- Brief:
Where in the listing does the string "Monticano" appear? Copy every line that holds it.

- Listed entries:

+===+

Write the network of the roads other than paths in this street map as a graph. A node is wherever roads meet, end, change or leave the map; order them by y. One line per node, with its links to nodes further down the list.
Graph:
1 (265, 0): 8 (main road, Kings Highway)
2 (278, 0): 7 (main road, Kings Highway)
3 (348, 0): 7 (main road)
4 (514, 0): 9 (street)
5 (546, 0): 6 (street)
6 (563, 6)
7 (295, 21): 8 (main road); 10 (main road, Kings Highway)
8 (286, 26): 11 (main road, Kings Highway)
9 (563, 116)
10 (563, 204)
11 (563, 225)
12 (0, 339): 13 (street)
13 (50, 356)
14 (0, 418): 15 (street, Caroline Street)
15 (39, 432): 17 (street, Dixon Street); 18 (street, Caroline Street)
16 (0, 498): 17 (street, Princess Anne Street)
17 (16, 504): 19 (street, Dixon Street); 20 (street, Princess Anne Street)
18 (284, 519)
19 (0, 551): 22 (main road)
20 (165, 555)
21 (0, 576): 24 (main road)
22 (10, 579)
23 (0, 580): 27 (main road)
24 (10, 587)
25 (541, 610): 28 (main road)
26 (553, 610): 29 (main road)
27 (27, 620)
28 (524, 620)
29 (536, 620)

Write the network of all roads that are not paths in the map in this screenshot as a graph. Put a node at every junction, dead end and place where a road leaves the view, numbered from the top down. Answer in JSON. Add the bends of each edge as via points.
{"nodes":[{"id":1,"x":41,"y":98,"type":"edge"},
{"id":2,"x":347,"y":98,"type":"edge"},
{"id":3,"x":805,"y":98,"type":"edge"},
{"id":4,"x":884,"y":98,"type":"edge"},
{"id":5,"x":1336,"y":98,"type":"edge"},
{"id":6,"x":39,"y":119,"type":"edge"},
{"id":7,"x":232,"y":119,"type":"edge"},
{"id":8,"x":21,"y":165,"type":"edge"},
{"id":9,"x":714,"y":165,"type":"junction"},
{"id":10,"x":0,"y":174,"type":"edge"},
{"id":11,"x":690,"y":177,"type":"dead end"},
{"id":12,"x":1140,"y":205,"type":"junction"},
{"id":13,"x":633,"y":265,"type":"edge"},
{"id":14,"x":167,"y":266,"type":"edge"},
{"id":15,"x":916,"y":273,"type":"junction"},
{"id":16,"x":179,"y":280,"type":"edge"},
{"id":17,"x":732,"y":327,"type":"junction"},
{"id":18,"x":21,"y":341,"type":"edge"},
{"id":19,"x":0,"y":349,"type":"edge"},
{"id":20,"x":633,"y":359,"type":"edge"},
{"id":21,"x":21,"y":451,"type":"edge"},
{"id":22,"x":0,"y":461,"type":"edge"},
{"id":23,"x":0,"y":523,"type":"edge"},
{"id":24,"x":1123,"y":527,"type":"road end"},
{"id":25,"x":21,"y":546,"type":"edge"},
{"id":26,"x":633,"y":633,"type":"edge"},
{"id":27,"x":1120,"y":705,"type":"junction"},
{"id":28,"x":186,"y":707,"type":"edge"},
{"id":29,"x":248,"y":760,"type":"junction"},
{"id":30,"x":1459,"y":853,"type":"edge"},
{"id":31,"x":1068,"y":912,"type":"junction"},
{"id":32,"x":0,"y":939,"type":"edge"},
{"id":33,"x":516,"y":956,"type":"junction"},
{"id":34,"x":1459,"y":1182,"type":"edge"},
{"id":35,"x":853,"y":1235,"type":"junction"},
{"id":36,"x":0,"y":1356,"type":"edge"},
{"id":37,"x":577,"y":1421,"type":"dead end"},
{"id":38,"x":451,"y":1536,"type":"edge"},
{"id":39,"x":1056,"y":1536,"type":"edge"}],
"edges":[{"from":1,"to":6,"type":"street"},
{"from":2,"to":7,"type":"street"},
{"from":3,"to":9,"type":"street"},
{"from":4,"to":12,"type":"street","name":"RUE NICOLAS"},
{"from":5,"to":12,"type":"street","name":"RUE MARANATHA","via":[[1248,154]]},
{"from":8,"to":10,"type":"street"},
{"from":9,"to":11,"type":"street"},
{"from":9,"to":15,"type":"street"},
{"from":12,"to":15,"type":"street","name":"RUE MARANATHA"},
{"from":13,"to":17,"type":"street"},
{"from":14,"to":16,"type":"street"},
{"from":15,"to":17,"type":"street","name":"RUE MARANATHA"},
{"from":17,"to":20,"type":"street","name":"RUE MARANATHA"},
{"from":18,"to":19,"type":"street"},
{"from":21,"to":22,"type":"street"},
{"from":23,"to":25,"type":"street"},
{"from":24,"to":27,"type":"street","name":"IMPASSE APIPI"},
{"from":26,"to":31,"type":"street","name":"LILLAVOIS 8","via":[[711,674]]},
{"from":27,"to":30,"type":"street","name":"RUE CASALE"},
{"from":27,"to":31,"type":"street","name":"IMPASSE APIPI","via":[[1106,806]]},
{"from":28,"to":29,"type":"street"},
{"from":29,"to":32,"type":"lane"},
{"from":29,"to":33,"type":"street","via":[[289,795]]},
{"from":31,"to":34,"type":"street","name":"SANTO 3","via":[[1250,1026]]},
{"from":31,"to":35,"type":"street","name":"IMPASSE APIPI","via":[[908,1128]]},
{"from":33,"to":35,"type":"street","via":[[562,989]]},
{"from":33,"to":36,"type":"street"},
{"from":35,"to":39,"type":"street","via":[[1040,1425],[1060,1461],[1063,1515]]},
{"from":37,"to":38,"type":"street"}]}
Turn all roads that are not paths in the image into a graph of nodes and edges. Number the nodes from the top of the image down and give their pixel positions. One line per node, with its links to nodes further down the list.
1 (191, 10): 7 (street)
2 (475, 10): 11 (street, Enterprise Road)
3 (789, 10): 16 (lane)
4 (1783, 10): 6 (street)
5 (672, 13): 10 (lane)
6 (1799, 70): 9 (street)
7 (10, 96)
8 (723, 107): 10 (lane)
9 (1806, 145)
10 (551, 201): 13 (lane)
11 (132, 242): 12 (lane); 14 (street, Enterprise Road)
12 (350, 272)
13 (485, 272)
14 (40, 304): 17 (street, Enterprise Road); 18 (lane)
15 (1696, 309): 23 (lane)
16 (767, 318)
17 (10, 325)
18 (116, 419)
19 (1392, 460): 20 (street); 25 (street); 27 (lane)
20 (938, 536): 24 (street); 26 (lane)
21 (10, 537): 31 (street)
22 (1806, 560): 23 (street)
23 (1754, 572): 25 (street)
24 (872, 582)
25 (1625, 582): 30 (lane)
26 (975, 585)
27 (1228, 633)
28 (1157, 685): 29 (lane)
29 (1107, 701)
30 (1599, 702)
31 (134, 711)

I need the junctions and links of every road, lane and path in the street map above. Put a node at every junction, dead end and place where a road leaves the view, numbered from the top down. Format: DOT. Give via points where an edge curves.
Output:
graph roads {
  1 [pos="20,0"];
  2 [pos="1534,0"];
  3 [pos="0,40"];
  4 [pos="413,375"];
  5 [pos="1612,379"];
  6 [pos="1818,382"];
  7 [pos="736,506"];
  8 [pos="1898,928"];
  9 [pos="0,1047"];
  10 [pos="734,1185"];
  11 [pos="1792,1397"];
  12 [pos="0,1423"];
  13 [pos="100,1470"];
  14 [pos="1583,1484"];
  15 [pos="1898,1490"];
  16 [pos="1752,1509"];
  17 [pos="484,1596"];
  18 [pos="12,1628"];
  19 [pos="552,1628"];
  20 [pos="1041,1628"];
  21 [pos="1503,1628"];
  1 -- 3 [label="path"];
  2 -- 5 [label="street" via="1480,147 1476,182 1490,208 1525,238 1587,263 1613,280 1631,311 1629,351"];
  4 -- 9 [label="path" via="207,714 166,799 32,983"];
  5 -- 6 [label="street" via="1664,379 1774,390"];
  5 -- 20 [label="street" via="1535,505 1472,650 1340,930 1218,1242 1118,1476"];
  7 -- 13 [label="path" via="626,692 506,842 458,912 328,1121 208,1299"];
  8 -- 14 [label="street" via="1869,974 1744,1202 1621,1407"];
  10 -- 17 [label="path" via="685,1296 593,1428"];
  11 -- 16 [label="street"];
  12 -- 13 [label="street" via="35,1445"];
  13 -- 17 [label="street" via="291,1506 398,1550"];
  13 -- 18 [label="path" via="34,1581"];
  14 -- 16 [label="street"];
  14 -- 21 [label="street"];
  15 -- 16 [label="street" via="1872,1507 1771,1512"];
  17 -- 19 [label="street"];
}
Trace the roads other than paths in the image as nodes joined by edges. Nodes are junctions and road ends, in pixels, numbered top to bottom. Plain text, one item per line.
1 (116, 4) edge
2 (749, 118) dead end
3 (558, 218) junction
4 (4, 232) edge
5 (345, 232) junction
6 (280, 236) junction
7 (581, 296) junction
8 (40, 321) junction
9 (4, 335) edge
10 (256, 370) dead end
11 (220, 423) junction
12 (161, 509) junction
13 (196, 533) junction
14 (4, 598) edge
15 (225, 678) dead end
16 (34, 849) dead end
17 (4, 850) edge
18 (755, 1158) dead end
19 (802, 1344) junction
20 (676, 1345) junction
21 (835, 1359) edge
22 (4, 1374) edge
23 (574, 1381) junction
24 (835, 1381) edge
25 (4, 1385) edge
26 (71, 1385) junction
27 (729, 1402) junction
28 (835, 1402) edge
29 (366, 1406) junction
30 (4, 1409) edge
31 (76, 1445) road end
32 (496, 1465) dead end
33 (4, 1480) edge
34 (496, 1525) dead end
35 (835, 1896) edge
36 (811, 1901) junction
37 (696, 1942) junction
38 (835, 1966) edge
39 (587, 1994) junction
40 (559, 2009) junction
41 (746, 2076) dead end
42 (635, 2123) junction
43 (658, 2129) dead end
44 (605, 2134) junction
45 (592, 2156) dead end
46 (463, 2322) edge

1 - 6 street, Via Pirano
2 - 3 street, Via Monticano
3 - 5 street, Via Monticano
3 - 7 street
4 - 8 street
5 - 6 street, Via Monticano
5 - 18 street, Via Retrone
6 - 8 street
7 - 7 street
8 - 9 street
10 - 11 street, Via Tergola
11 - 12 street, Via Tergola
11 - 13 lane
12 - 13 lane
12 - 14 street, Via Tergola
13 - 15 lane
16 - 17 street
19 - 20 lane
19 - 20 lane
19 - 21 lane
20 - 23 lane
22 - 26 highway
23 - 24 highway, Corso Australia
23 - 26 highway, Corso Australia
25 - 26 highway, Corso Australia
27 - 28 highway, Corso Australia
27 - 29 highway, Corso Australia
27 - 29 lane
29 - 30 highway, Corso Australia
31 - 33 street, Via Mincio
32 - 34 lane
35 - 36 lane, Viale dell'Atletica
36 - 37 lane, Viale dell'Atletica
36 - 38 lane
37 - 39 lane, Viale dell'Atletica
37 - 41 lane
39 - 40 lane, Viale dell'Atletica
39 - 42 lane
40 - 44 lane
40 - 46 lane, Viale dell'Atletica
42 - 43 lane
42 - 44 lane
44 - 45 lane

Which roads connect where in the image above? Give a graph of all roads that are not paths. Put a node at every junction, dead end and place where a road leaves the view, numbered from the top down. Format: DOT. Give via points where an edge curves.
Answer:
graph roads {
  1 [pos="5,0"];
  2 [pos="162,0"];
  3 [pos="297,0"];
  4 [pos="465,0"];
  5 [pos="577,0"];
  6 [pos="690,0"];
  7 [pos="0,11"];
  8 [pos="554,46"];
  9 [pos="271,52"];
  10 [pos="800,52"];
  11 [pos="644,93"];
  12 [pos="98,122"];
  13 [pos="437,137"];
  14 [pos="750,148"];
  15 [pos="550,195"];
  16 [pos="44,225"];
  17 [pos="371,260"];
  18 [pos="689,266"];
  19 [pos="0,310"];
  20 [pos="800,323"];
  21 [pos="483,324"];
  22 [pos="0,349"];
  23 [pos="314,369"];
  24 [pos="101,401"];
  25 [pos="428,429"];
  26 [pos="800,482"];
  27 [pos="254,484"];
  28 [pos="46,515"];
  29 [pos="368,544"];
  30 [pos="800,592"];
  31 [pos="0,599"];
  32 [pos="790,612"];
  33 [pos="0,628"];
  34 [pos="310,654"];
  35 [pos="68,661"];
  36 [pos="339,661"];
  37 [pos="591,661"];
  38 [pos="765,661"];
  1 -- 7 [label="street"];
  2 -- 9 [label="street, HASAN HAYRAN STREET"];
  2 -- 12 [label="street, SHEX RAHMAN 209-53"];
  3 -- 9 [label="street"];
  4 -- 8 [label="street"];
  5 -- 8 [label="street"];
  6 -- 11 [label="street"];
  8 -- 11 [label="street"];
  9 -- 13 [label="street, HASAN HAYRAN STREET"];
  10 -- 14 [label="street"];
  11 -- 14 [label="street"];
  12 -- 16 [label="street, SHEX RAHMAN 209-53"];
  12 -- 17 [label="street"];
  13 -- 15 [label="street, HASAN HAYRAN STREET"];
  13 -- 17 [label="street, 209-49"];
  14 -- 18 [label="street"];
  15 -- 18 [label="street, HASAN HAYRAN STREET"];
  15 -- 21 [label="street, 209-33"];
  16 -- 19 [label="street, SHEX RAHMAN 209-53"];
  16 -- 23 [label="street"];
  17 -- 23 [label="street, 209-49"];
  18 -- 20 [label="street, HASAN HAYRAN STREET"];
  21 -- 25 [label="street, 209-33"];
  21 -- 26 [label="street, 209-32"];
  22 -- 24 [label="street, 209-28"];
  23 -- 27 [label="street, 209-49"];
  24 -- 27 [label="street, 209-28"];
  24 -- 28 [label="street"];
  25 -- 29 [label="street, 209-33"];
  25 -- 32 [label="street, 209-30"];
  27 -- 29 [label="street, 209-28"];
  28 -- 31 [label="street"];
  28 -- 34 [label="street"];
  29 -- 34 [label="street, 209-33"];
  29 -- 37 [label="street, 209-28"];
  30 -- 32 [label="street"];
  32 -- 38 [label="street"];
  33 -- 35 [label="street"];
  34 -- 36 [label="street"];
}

+===+

- Exercise result:
2 - 3 street, Via Monticano
3 - 5 street, Via Monticano
5 - 6 street, Via Monticano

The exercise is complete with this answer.